HIP XML Parser (v0.01) – search parser – Self Plagiarism is Style

Okay folks – here’s the companion piece of code to the bib parser I posted a few weeks ago!
http://www.daveyp.com/files/stuff/xmlparser/search.pl
As with the previous code, this is alpha at best and should be treated as such. However, if you have any suggestions then please feed them back to me.
As well as specifying your own $url, you can also tweak the $maxResults value to determine just how many results you’ll actually get back. This will override the npp value in the URL — this means you should be able to lift a keyword search URL from HIP (which might just return sets of 10 or 20 at a time) and get the script to actually bring back as many results as you want (e.g. 100 or 1,000).

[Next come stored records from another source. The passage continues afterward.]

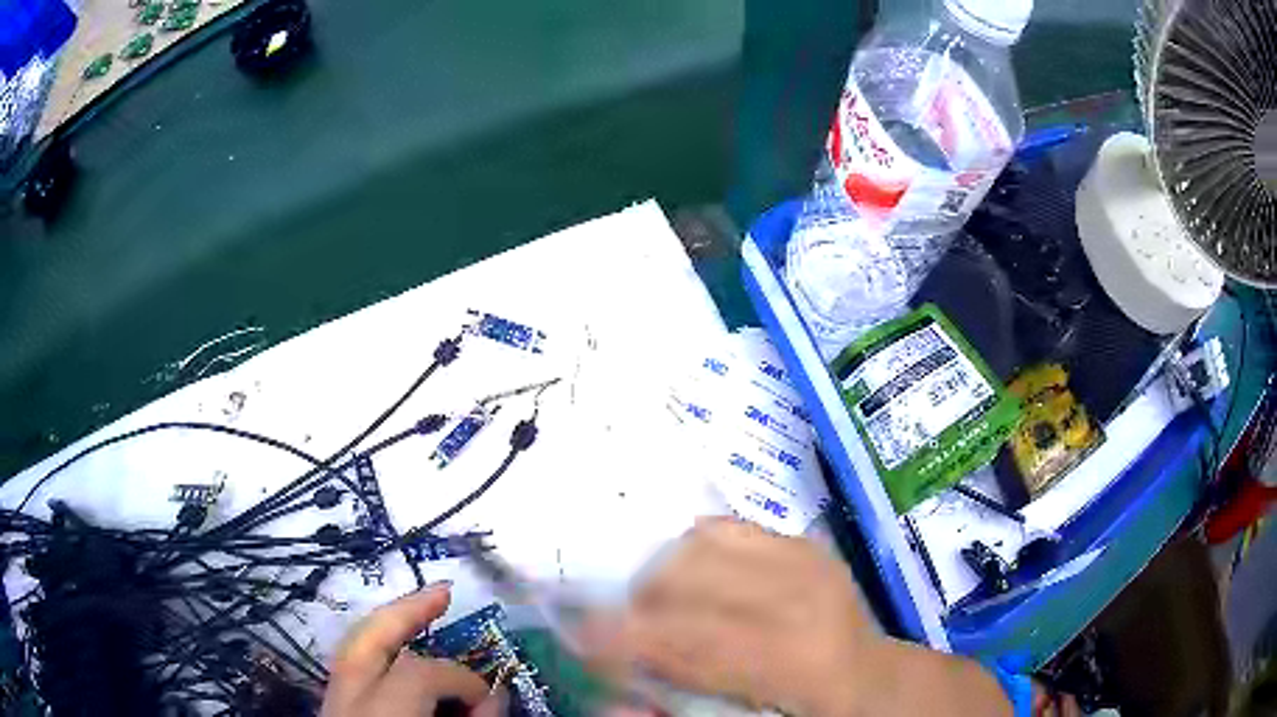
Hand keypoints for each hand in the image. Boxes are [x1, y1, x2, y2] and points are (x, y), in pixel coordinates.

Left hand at [322, 584, 502, 716]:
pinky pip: (350, 668)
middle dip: (406, 611)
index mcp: (379, 711)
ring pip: (351, 647)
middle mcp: (346, 699)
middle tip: (443, 590)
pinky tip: (395, 652)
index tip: (489, 697)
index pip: (420, 673)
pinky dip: (375, 652)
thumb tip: (494, 694)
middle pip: (366, 638)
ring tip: (418, 611)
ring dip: (387, 625)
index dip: (462, 678)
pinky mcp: (331, 708)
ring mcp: (331, 702)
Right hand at [589, 518, 1011, 716]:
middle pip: (684, 575)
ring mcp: (805, 557)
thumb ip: (678, 710)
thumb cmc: (812, 712)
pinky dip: (692, 552)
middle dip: (634, 601)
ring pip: (698, 542)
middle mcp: (800, 593)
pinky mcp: (802, 542)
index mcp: (794, 656)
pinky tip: (695, 583)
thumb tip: (612, 700)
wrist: (875, 681)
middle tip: (620, 631)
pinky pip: (724, 528)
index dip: (622, 636)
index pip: (688, 638)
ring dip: (662, 575)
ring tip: (660, 609)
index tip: (576, 636)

A sample Data::Dumper output of the data structure returned by the function is shown here:
http://www.daveyp.com/files/stuff/xmlparser/search_dump.txt
The dump shows you…
1) A total of 9 results were found, but $maxResults was set to 5, so only 5 results were returned.
2) Each “attribute” (e.g. title, author, ISBN) should have an array of values and the ordering of the array is consistent. In other words, the second result returned by the keyword search has the following attributes:

title: The amber spyglass.
author: Pullman, Philip, 1946-
bib number: 407341
ISBN: 043999358X
publisher: Scholastic
class/call: 823.914 PUL

3) Some of the attributes (e.g. author) can return multiple values. In the above example, the first result has 2 authors and the fifth result has 2 titles.
4) Depending on how you’ve configured your HIP display, you’ll get a set of miscDetails. The miscHeaders will show you what they actually represent (these should match the labels you’ve set in the HIP admin). So, in the above example, none of the 5 results has returned a value for the “format” field.

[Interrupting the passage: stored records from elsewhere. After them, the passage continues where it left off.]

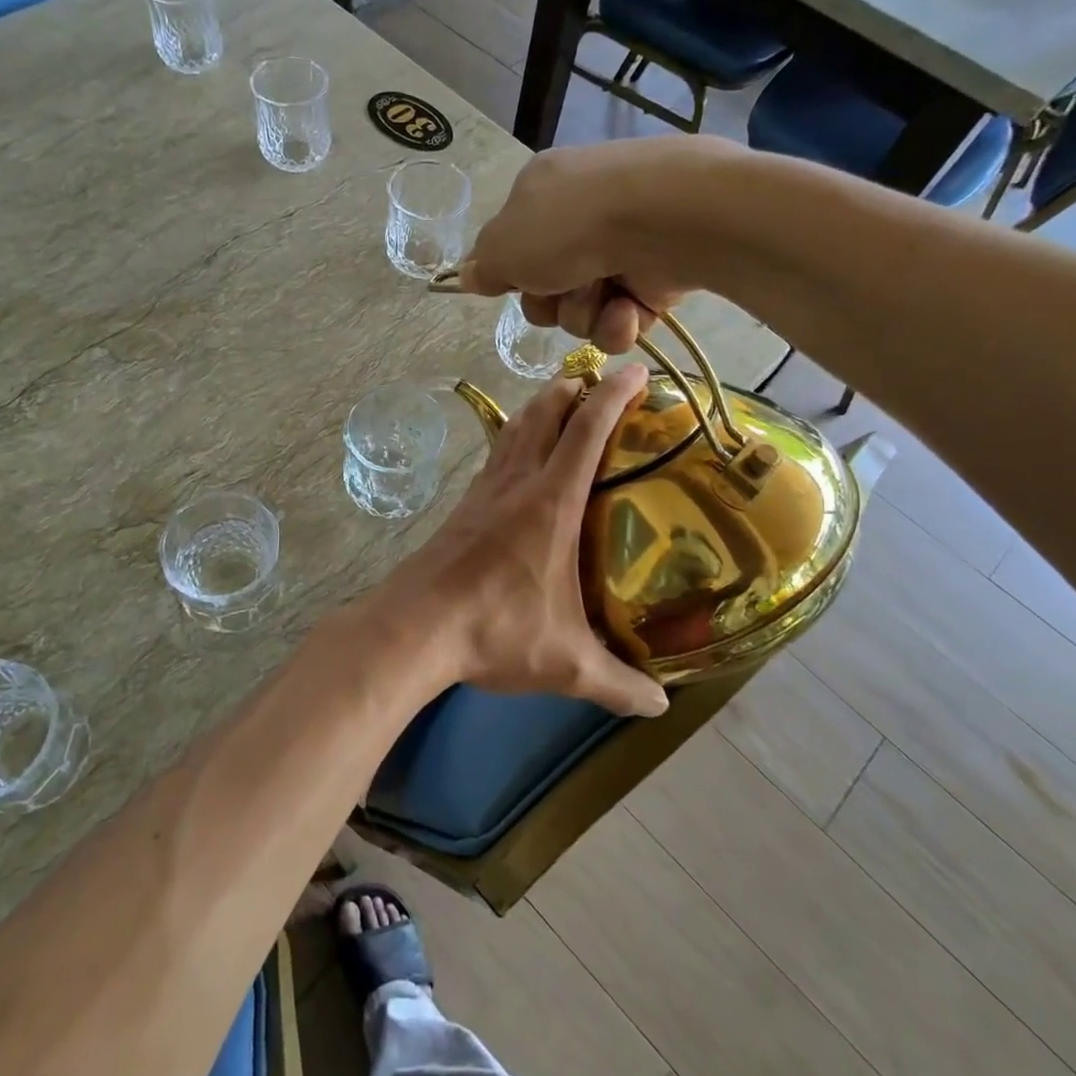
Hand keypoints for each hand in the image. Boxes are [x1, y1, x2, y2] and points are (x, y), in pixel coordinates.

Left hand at [370, 366, 667, 718]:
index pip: (587, 431)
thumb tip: (661, 706)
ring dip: (540, 407)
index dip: (613, 394)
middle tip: (598, 382)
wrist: (415, 627)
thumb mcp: (566, 664)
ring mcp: (484, 491)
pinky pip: (495, 455)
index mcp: (551, 503)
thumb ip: (617, 683)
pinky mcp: (462, 507)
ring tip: (561, 403)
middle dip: (573, 388)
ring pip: (514, 429)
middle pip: (545, 414)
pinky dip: (513, 438)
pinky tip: (517, 456)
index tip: (634, 369)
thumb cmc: (495, 632)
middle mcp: (517, 484)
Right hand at [456, 141, 700, 352]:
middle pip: (545, 289)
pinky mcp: (656, 279)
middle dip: (547, 302)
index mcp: (541, 193)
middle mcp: (581, 218)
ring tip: (601, 292)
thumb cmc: (568, 226)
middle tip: (557, 288)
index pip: (513, 245)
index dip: (509, 273)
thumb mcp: (503, 246)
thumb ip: (483, 267)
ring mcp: (621, 248)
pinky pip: (621, 322)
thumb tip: (469, 275)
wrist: (661, 219)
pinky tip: (626, 307)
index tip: (509, 285)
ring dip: (583, 313)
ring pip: (581, 310)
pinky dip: (619, 322)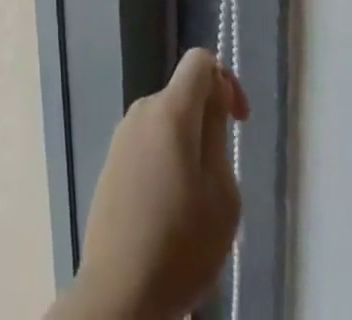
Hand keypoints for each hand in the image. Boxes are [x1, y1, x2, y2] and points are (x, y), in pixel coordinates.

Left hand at [63, 49, 249, 319]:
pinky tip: (171, 212)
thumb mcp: (221, 193)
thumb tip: (213, 95)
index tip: (239, 121)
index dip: (226, 80)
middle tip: (221, 179)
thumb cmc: (182, 244)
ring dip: (188, 147)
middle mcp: (141, 110)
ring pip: (166, 123)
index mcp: (169, 110)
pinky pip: (149, 145)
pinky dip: (167, 163)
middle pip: (182, 95)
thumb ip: (217, 133)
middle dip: (207, 123)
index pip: (199, 61)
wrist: (121, 290)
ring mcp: (122, 135)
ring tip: (198, 204)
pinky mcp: (112, 161)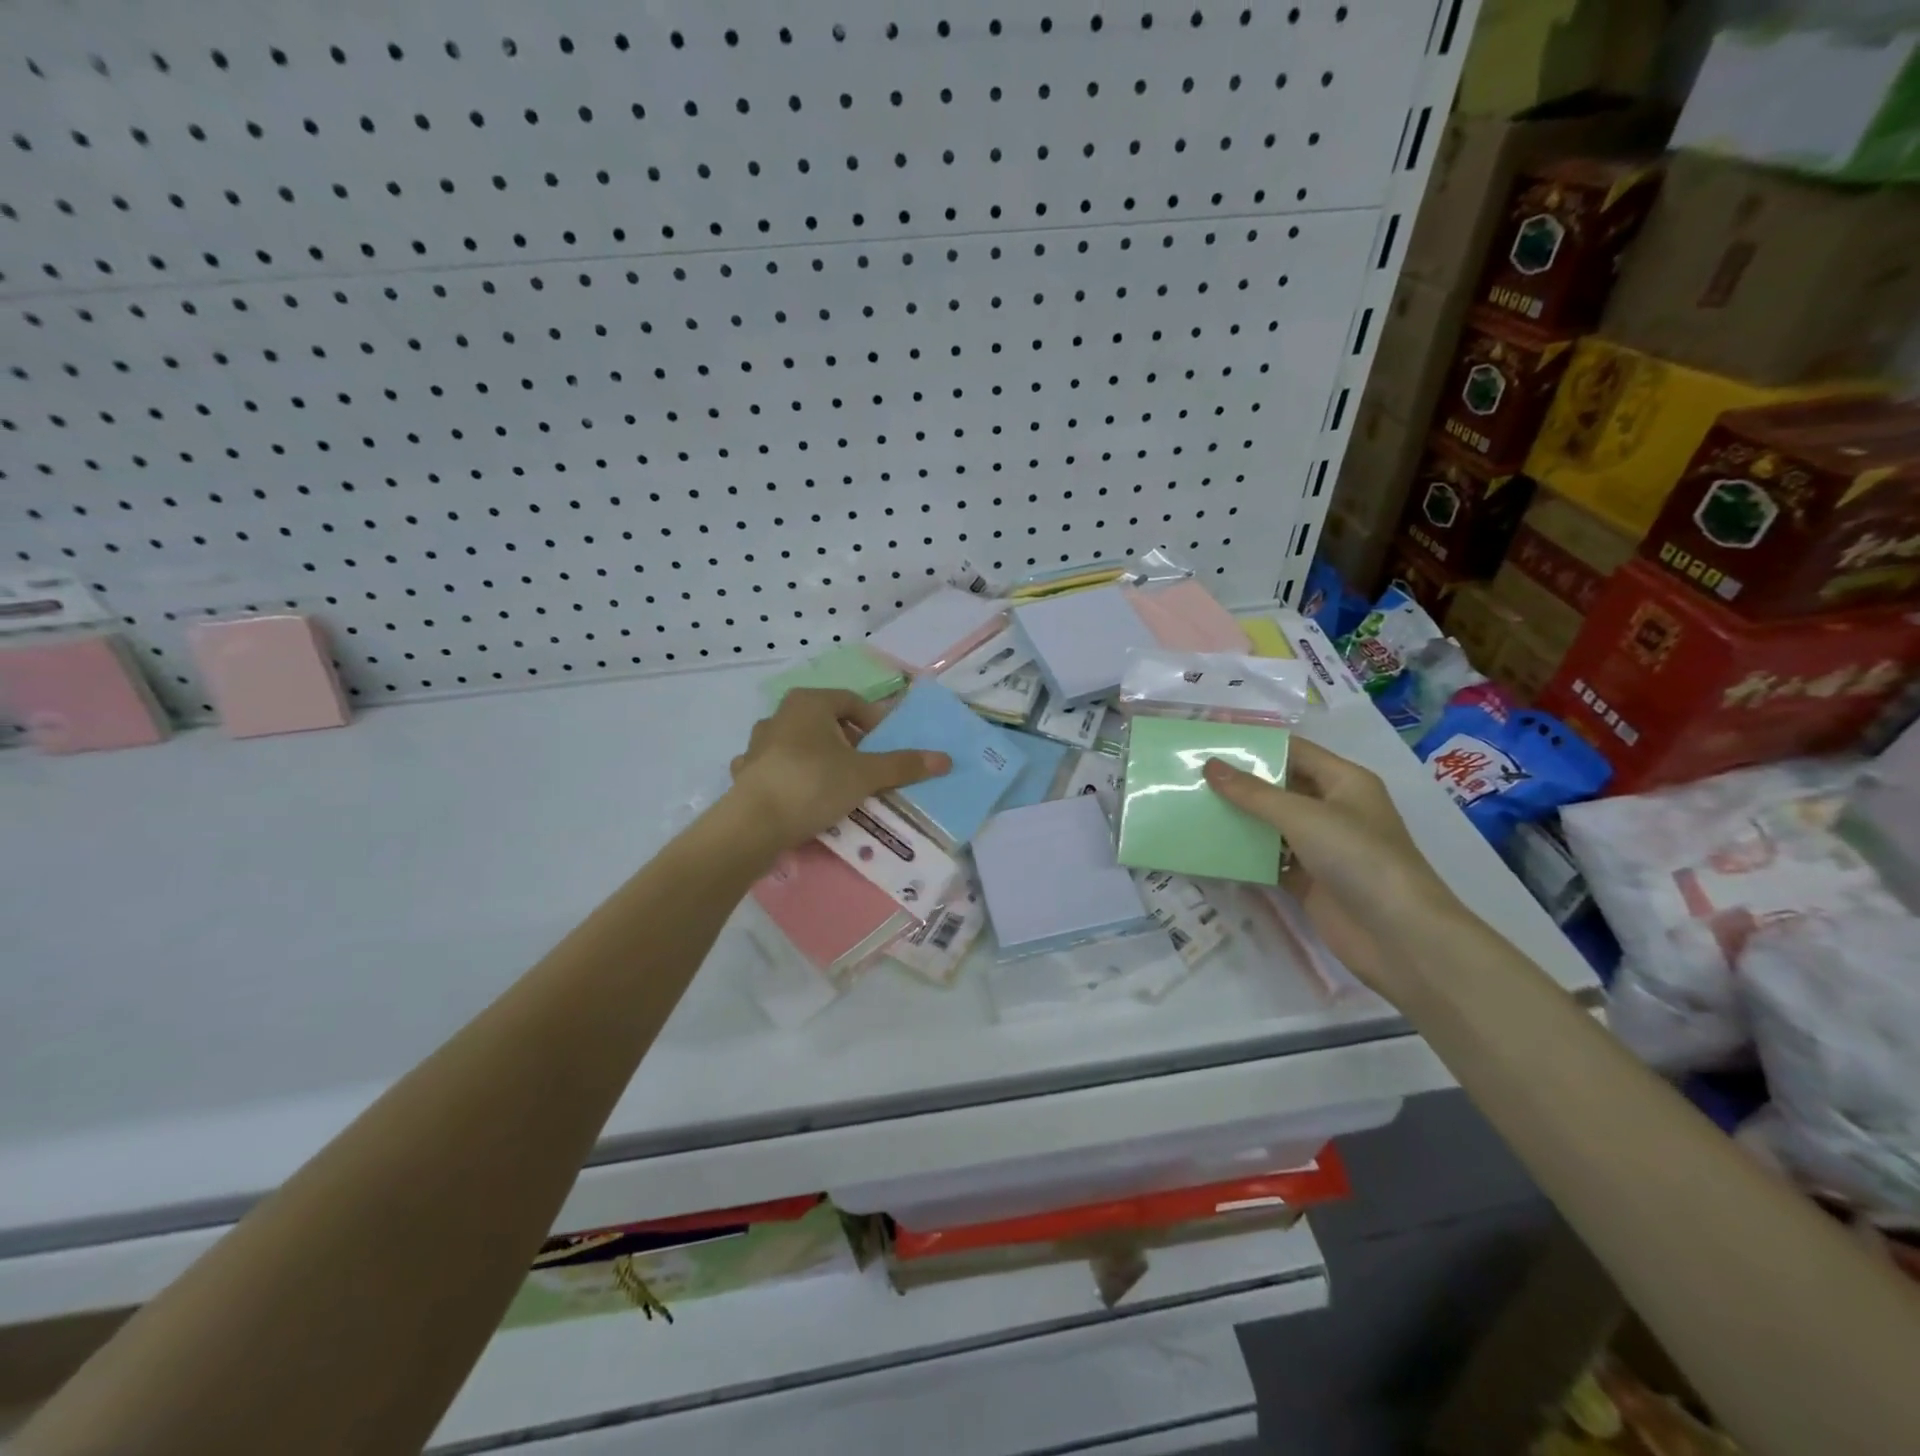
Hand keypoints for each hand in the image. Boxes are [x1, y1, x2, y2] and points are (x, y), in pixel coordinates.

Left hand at [726, 688, 950, 853]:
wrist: (753, 825)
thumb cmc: (813, 784)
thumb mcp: (865, 775)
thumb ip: (903, 765)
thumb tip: (946, 759)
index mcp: (809, 703)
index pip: (852, 702)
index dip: (875, 722)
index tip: (887, 747)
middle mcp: (780, 715)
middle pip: (826, 723)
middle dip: (849, 743)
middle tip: (868, 768)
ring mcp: (758, 744)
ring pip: (800, 746)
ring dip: (821, 760)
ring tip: (839, 786)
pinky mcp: (747, 773)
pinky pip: (778, 769)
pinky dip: (793, 779)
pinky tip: (802, 798)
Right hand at [1204, 738, 1460, 996]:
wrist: (1400, 936)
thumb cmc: (1359, 859)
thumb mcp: (1303, 817)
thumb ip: (1253, 793)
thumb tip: (1210, 766)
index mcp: (1344, 782)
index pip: (1294, 751)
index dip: (1256, 745)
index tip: (1211, 741)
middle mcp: (1334, 809)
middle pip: (1280, 787)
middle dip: (1240, 782)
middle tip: (1191, 775)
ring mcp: (1321, 848)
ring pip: (1272, 825)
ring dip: (1239, 819)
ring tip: (1192, 806)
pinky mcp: (1309, 881)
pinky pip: (1270, 860)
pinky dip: (1245, 855)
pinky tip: (1210, 848)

If HIP finds just a single result for a keyword search, then it will automatically give you the full bib page (rather than a results page with just a single result). As parseSearch is expecting to parse a search page, it won’t understand a full bib page. If this happens, it will give you the following error value:
search returned a full bib page
If you’re wanting to use the data structure to create a search results page (e.g. for OpenSearch), then you’ll need to check for that error message and:
a) send the XML output ($content) through the parseBib function
b) use the data returned by parseBib to “fake” a single result.

What I hope to do during the next few weeks is to put together a CGI script that uses both of the functions (parseSearch and parseBib) to provide an OpenSearch interface. A couple of SirsiDynix sites have volunteered to let me use their HIP servers, so hopefully I’ll be able to provide them with a working OpenSearch facility!